Liking Bias: There’s nothing more effective in selling anything than getting the customer to believe, really believe, that you like him and care about him. We see people as pleasant, if they are outwardly attractive or they are similar to us in terms of origin, personality or interests and they like us. If the buyer speaks slowly and quietly, do the same.
Base-Rate Neglect: Mark is a thin man from Germany with glasses who likes to listen to Mozart. Which is more likely? That Mark is a truck driver or he is a professor of literature in Frankfurt? Germany has ten thousand times more truck drivers than Frankfurt has literature professors. Therefore, it is more likely that Mark is a truck driver.
Forecast Illusion: Experts who make predictions enjoy free rein with few negative consequences. If they strike it lucky, they enjoy the publicity, consultancy offers, and publication deals. If they are completely off the mark, they face no penalties - neither in terms of financial compensation nor in loss of reputation. This win-win scenario incentivizes them to churn out as many prophecies as they can muster.
Action Bias: In a penalty situation in soccer, goalkeepers rarely stay standing in the middle - even though roughly a third of all balls land there.
Effort Justification: When you put a lot of energy into a task, you tend to overvalue the result.
- Gangs and fraternities initiate new members by forcing them to withstand vicious tests. The harder the “entrance exam” is to pass, the greater the subsequent pride and the value they attach to their membership.

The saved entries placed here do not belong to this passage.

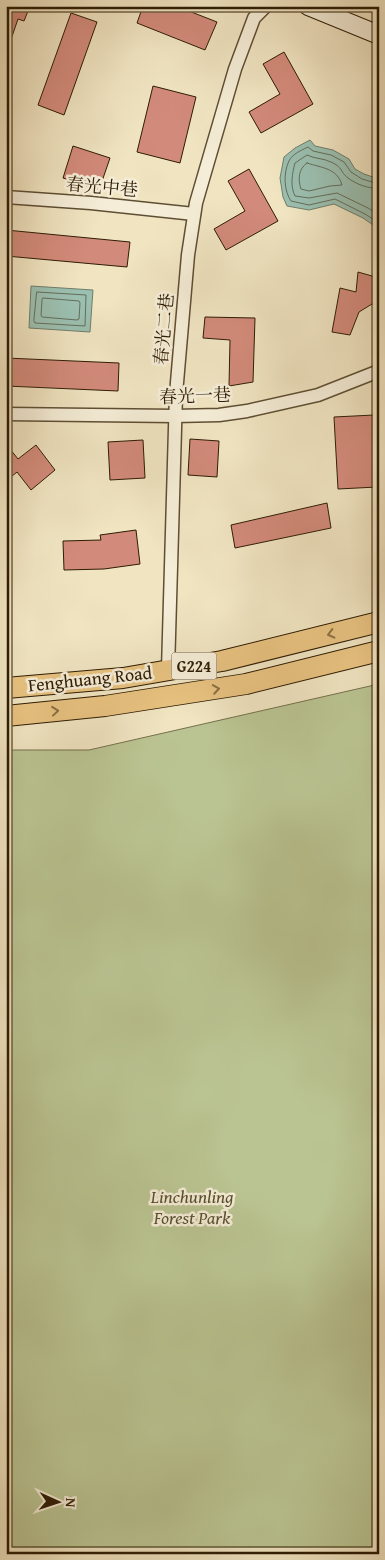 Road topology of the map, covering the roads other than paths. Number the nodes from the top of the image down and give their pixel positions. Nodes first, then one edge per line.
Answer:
1 (266, 6) edge
2 (308, 6) edge
3 (340, 6) edge
4 (379, 22) edge
5 (379, 35) edge
6 (6, 197) edge
7 (194, 214) junction
8 (379, 371) edge
9 (6, 414) edge
10 (175, 416) junction
11 (379, 622) edge
12 (379, 651) edge
13 (168, 670) junction
14 (6, 688) edge
15 (6, 716) edge

1 - 7 street, 春光二巷
2 - 5 main road
3 - 4 main road
6 - 7 street, 春光中巷
7 - 10 street, 春光二巷
8 - 10 street, 春光一巷
9 - 10 street, 春光一巷
10 - 13 street, 春光二巷
11 -> 13 highway, Fenghuang Road / G224
15 -> 12 highway, Fenghuang Road / G224
13 - 14 highway, Fenghuang Road / G224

- MBA schools work their students day and night without respite. Regardless of whether the course work proves useful later on, students deem the qualification essential for their careers simply because it demanded so much.

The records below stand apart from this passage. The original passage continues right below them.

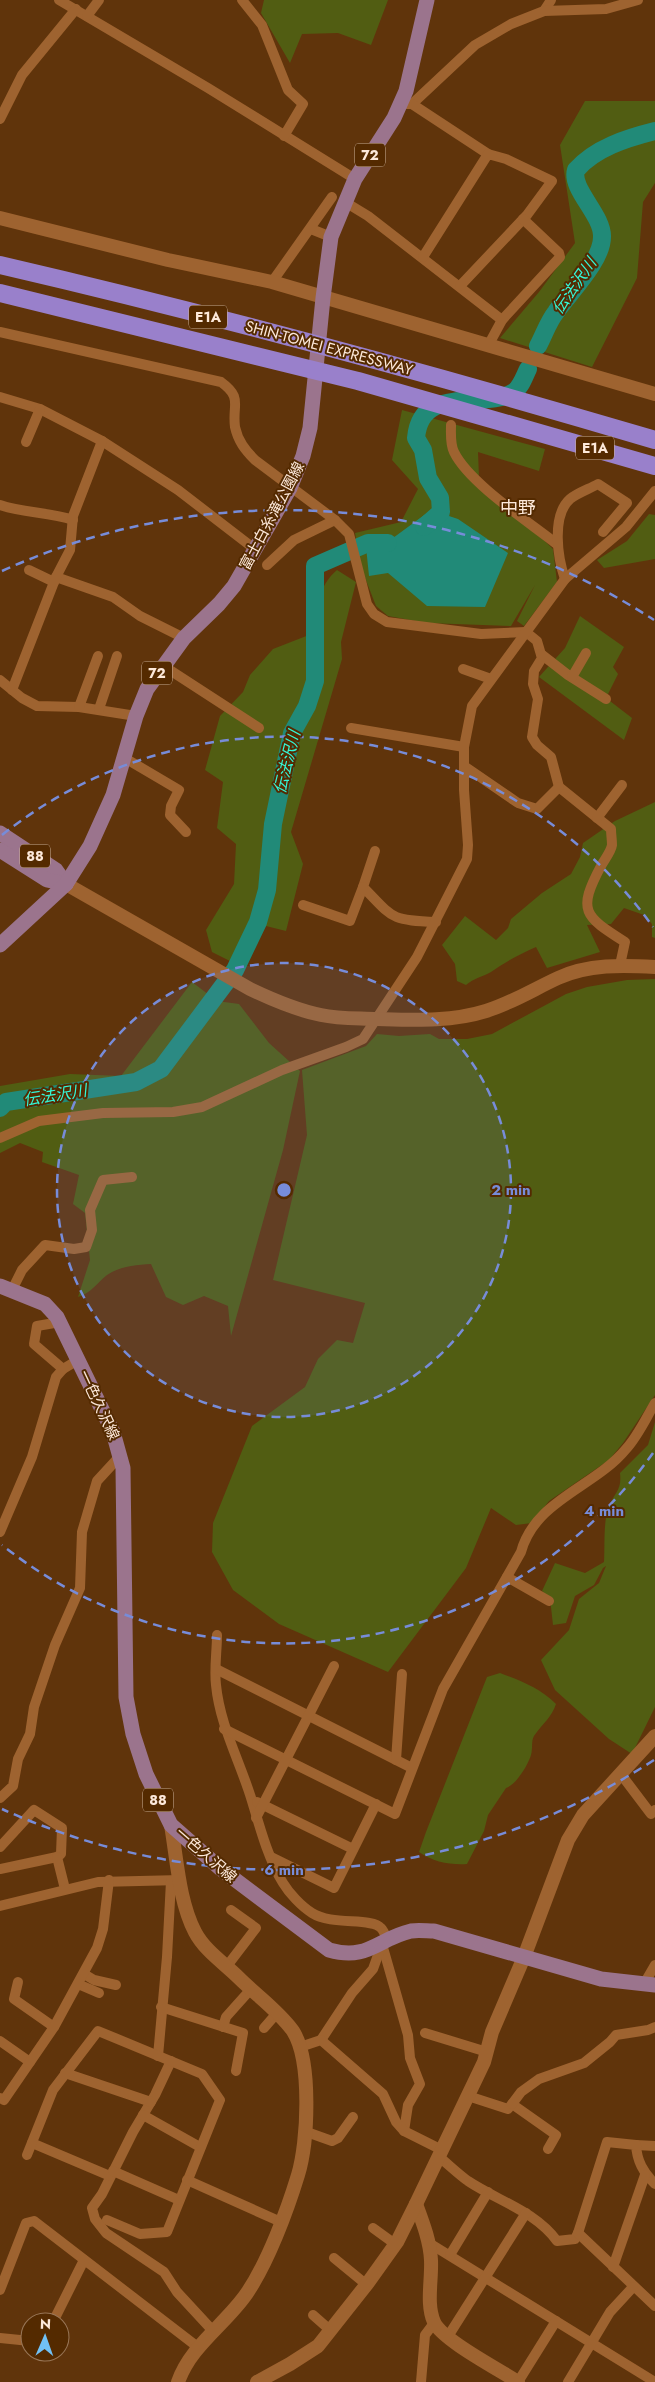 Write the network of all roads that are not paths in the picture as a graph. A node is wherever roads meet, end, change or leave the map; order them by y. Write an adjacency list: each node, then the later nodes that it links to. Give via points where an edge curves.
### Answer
1 (59, 0): 7 (street)
2 (99, 0): 9 (street)
3 (242, 0): 12 (street, via 262,25 288,90 303,104)
4 (427, 0): 10 (main road, 富士白糸滝公園線 / 72, via 406,91)
5 (551, 0): 8 (street)
6 (638, 0): 8 (street, via 606,9)
7 (76, 9): 9 (street); 11 (street, via 22,75)
8 (544, 11): 10 (street, via 511,24 475,45)
9 (87, 16): 12 (street)
10 (406, 104): 13 (street); 14 (main road, 富士白糸滝公園線 / 72)
11 (0, 119)
12 (284, 136): 14 (street)
13 (488, 154): 17 (street, via 552,181); 20 (street)
14 (355, 179): 15 (main road, 富士白糸滝公園線 / 72)
15 (338, 199): 18 (street); 19 (main road, 富士白糸滝公園線 / 72); 20 (street, via 368,216)
16 (0, 218): 22 (street)
17 (523, 219): 23 (street); 26 (street, via 560,257)
18 (311, 228): 19 (street); 22 (street)
19 (331, 237): 25 (main road, 富士白糸滝公園線 / 72)
20 (423, 258): 23 (street)
21 (0, 265): 33 (highway, SHIN-TOMEI EXPRESSWAY / E1A, via 416,371)
22 (272, 282): 25 (street)
23 (460, 286): 26 (street)
24 (0, 293): 36 (highway, SHIN-TOMEI EXPRESSWAY / E1A, via 406,394)
25 (322, 305): 28 (street); 37 (main road, 富士白糸滝公園線 / 72, via 310,428)
26 (502, 320): 28 (street)
27 (0, 332): 37 (street, via 221,382 236,396 236,428 244,449)
28 (489, 344): 29 (street)
29 (655, 394)
30 (0, 397): 31 (street)
31 (40, 408): 34 (street); 35 (street)
32 (452, 426): 43 (street, via 453,451 463,466)
33 (655, 440)
34 (102, 441): 40 (street); 44 (street, via 178,490)
35 (26, 442)
36 (655, 466)
37 (290, 488): 41 (street); 44 (main road, 富士白糸滝公園線 / 72)
38 (653, 498): 47 (street, via 606,545)
39 (0, 505): 40 (street)
40 (73, 520): 48 (street, via 70,550)
41 (335, 520): 45 (street, via 294,540); 49 (street, via 349,534 367,604 374,614 387,622 481,634)
42 (603, 532): 43 (street, via 627,502 598,484 569,500 560,516)
43 (558, 545): 47 (street)
44 (256, 550): 50 (main road, 富士白糸滝公園線 / 72, via 234,586)
45 (267, 565)
46 (29, 570): 48 (street)
47 (565, 579): 49 (street)
48 (55, 580): 50 (street, via 113,598); 60 (street)
49 (526, 632): 52 (street, via 537,641); 58 (street)
50 (184, 638): 55 (main road, 富士白糸滝公園線 / 72)
51 (586, 653): 57 (street)
52 (541, 654): 57 (street); 71 (street, via 542,658 534,670 538,699 532,737 551,757)
53 (98, 656): 62 (street)
54 (117, 656): 63 (street)
55 (162, 665): 64 (main road, 富士白糸滝公園線 / 72); 65 (street)
56 (463, 669): 58 (street)
57 (572, 677): 61 (street)
58 (491, 679): 67 (street, via 472,706)
59 (0, 680): 60 (street)
60 (12, 690): 62 (street, via 37,706)
61 (606, 698)
62 (79, 706): 63 (street)
63 (99, 709): 64 (street)
64 (136, 716): 68 (main road, 富士白糸滝公園線 / 72)
65 (259, 728)
66 (351, 728): 67 (street)
67 (464, 747): 69 (street)
68 (123, 757): 73 (street, via 179,790 170,815); 77 (main road, 富士白糸滝公園線 / 72, via 113,795 100,825)
69 (464, 766): 71 (street, via 518,803 537,809); 80 (street, via 466,859)
70 (622, 785): 72 (street)
71 (559, 787): 72 (street)
72 (597, 818): 82 (street, via 611,829 612,846 588,890 586,905 602,928 625,942)
73 (186, 832)
74 (0, 833): 77 (main road, 88, via 56,870)
75 (0, 850): 77 (main road, 88, via 46,880)
76 (375, 852): 78 (street)
77 (66, 884): 81 (main road, 富士白糸滝公園線 / 72); 84 (street, via 276,1002 322,1016)
78 (363, 887): 79 (street, via 350,921); 80 (street, via 393,917)
79 (303, 905)
80 (436, 922): 84 (street)
81 (0, 945)
82 (620, 965): 83 (street); 84 (street, via 559,977 522,998 486,1012 435,1020)
83 (655, 967)
84 (376, 1019): 85 (street, via 363,1039 282,1070 202,1107 39,1121)
85 (0, 1138)
86 (132, 1177): 87 (street, via 103,1180 90,1210 92,1230 86,1247 74,1249 45,1245)
87 (6, 1288): 88 (main road, 一色久沢線 / 88, via 45,1304)
88 (60, 1322): 89 (main road, 一色久沢線 / 88); 90 (street, via 37,1326 34,1344)
89 (78, 1360): 90 (street); 92 (main road, 一色久沢線 / 88, via 113,1432)
90 (63, 1369): 93 (street, via 56,1377 32,1457)
91 (655, 1403): 94 (street, via 627,1449 608,1467 557,1502 524,1538 521,1552)
92 (120, 1456): 107 (street, via 96,1481 82,1532 80,1588 54,1645 34,1707 30,1734 18,1759 13,1786); 113 (main road, 一色久沢線 / 88, via 124,1488 125,1678 129,1718 139,1757)
93 (0, 1532)
94 (506, 1577): 95 (street); 105 (street, via 443,1689)
95 (549, 1601)
96 (217, 1635): 98 (street)
97 (334, 1666): 100 (street)
98 (216, 1669): 100 (street); 101 (street)
99 (402, 1674): 104 (street)
100 (308, 1715): 103 (street); 104 (street)
101 (224, 1729): 103 (street); 108 (street)
102 (655, 1736): 106 (street)
103 (285, 1758): 109 (street); 110 (street)
104 (396, 1760): 105 (street)
105 (412, 1768): 110 (street, via 395,1814)
106 (620, 1773): 111 (street, via 651,1814); 125 (street, via 583,1814 568,1840)
107 (0, 1798)
108 (252, 1800): 109 (street); 112 (street)
109 (264, 1804): 112 (street); 115 (street)
110 (376, 1804): 115 (street)
111 (655, 1810)
112 (256, 1818): 117 (street)
113 (171, 1826): 120 (street); 124 (main road, 一色久沢線 / 88, via 236,1881 329,1950 346,1955)
114 (0, 1847): 116 (street, via 34,1810 62,1828 61,1854)
115 (353, 1849): 117 (street, via 334,1888)
116 (57, 1857): 118 (street); 121 (street)
117 (271, 1857): 124 (street, via 283,1883 312,1913 346,1922 372,1922 381,1928)
118 (0, 1870)
119 (109, 1880): 120 (street); 121 (street); 128 (street, via 103,1929)
120 (176, 1880): 127 (street, via 195,1932 206,1949); 135 (street)
121 (65, 1889): 122 (street)
122 (0, 1906)
123 (231, 1910): 127 (street, via 256,1928)
124 (385, 1942): 125 (main road, 一色久沢線 / 88, via 411,1931 434,1931); 142 (street, via 373,1969 352,1993); 158 (street, via 408,2035 410,2058 420,2084 408,2105)
125 (524, 1957): 132 (main road, 一色久沢線 / 88, via 611,1982); 145 (street)
126 (655, 1965): 132 (street)
127 (227, 1966): 133 (street)
128 (84, 1974): 130 (street); 131 (street)
129 (18, 1982): 137 (street, via 14,1999)
130 (78, 1984): 134 (street); 137 (street)
131 (116, 1985)
132 (650, 1985)
133 (251, 1989): 136 (street); 138 (street, via 226,2018)
134 (99, 1993)
135 (161, 2008): 138 (street); 146 (street)
136 (277, 2013): 140 (street); 144 (street, via 293,2032)
137 (54, 2027): 148 (street)
138 (223, 2027): 149 (street, via 243,2033)
139 (655, 2027): 154 (street, via 616,2035 584,2064 539,2079)
140 (264, 2028)
141 (425, 2033): 145 (street)
142 (321, 2040): 144 (street); 158 (street, via 383,2094 396,2122)
143 (0, 2041): 148 (street)
144 (300, 2047): 157 (street, via 305,2076)
145 (487, 2052): 151 (street)
146 (158, 2056): 147 (street); 150 (street, via 98,2031)
147 (170, 2061): 153 (street); 162 (street, via 202,2074 220,2100)
148 (30, 2062): 152 (street, via 4,2100)
149 (236, 2072)
150 (65, 2073): 153 (street, via 139,2093); 159 (street, via 53,2090)
151 (468, 2096): 154 (street, via 508,2109); 164 (street)
152 (0, 2098)
153 (151, 2102): 155 (street)
154 (512, 2104): 163 (street, via 556,2135)
155 (143, 2115): 162 (street, via 181,2132); 166 (street)
156 (353, 2117): 157 (street, via 338,2138 332,2141)
157 (304, 2131): 175 (street, via 298,2174)
158 (404, 2131): 164 (street)
159 (32, 2143): 165 (street); 166 (street, via 52,2147)
160 (636, 2144): 161 (street); 167 (street, via 637,2158); 177 (street, via 607,2142)
161 (655, 2146)
162 (200, 2147): 168 (street)
163 (548, 2149)
164 (440, 2153): 170 (street, via 468,2181); 172 (street)
165 (26, 2155)
166 (111, 2173): 171 (street); 194 (street, via 92,2208 94,2219 113,2240 164,2272 177,2292)
167 (645, 2175): 169 (street); 183 (street)
168 (187, 2180): 171 (street); 175 (street)
169 (655, 2184)
170 (488, 2192): 173 (street); 180 (street)
171 (179, 2200): 174 (street, via 167,2232 140,2234)
172 (416, 2204): 178 (street); 179 (street)
173 (526, 2213): 177 (street, via 548,2228 557,2241 574,2239); 184 (street)
174 (107, 2220)
175 (281, 2222): 194 (street, via 246,2294)
176 (373, 2228): 179 (street)
177 (578, 2233): 183 (street)
178 (429, 2243): 180 (street); 192 (street)
179 (395, 2244): 185 (street)
180 (450, 2255): 184 (street)
181 (334, 2258): 185 (street)
182 (84, 2260): 187 (street, via 34,2221 26,2223); 189 (street); 199 (street)
183 (613, 2267): 186 (street)
184 (486, 2277): 191 (street); 196 (street)
185 (366, 2285): 193 (street)
186 (633, 2287): 188 (street); 198 (street, via 610,2312)
187 (0, 2290)
188 (654, 2304)
189 (58, 2312)
190 (313, 2315): 193 (street)
191 (556, 2322): 198 (street); 200 (street)
192 (434, 2323): 196 (street); 203 (street, via 425,2335)
193 (330, 2330): 202 (street, via 318,2346)
194 (213, 2331): 199 (street)
195 (0, 2338): 197 (street)
196 (448, 2338): 200 (street)
197 (20, 2340)
198 (592, 2343): 204 (street); 205 (street)
199 (199, 2348): 201 (street)
200 (512, 2380)
201 (178, 2382)
202 (257, 2382)
203 (421, 2382)
204 (568, 2382)
205 (655, 2382)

- IKEA effect: The furniture we assemble ourselves seems more valuable than any expensive designer piece.
Volunteer’s Folly: An NGO is looking for volunteers to help build birdhouses for endangered species. If Jack earns $500 an hour, and a carpenter $50 an hour, then it would be more sensible to work an extra hour and hire a carpenter for six hours to make birdhouses. Doing so, his contribution would go much further than if the grabbed a saw and rolled up his sleeves.
Alternative Blindness: We systematically forget to compare an existing offer with the next-best alternative.
- Suppose you have some money in your savings account. If your financial advisor proposes you a bond that will earn you 5 percent interest and says “That’s much better than the 1 percent you get with your savings account”. Then it’s wrong to consider just these two options. You would have to compare the bond with all other investment options and then select the best.
- Let’s say your city is planning to build a sports arena on a vacant plot of land. Supporters argue that such an arena would benefit the population much more than an empty lot. We should compare it with all other ideas, for example building a school, hospital, etc.
Social Comparison Bias: There’s a tendency to withhold assistance to people who might outdo you. In the short term, other stars can endanger your status, but in the long run, you can only profit from their contributions. Others will overtake you at some stage anyway. Until then, you should get in the up-and-comers’ good books and learn from them.
Not-Invented-Here Syndrome: When people collaborate to solve problems and then evaluate these ideas themselves, NIH syndrome will inevitably exert an influence. We tend to rate our own ideas as more successful than other people’s concepts. Thus, it makes sense to split teams into two groups. The first group generates ideas, the second rates them, and vice versa.
Overall, it was a very enlightening and entertaining read as an overview of cognitive errors, highly recommended.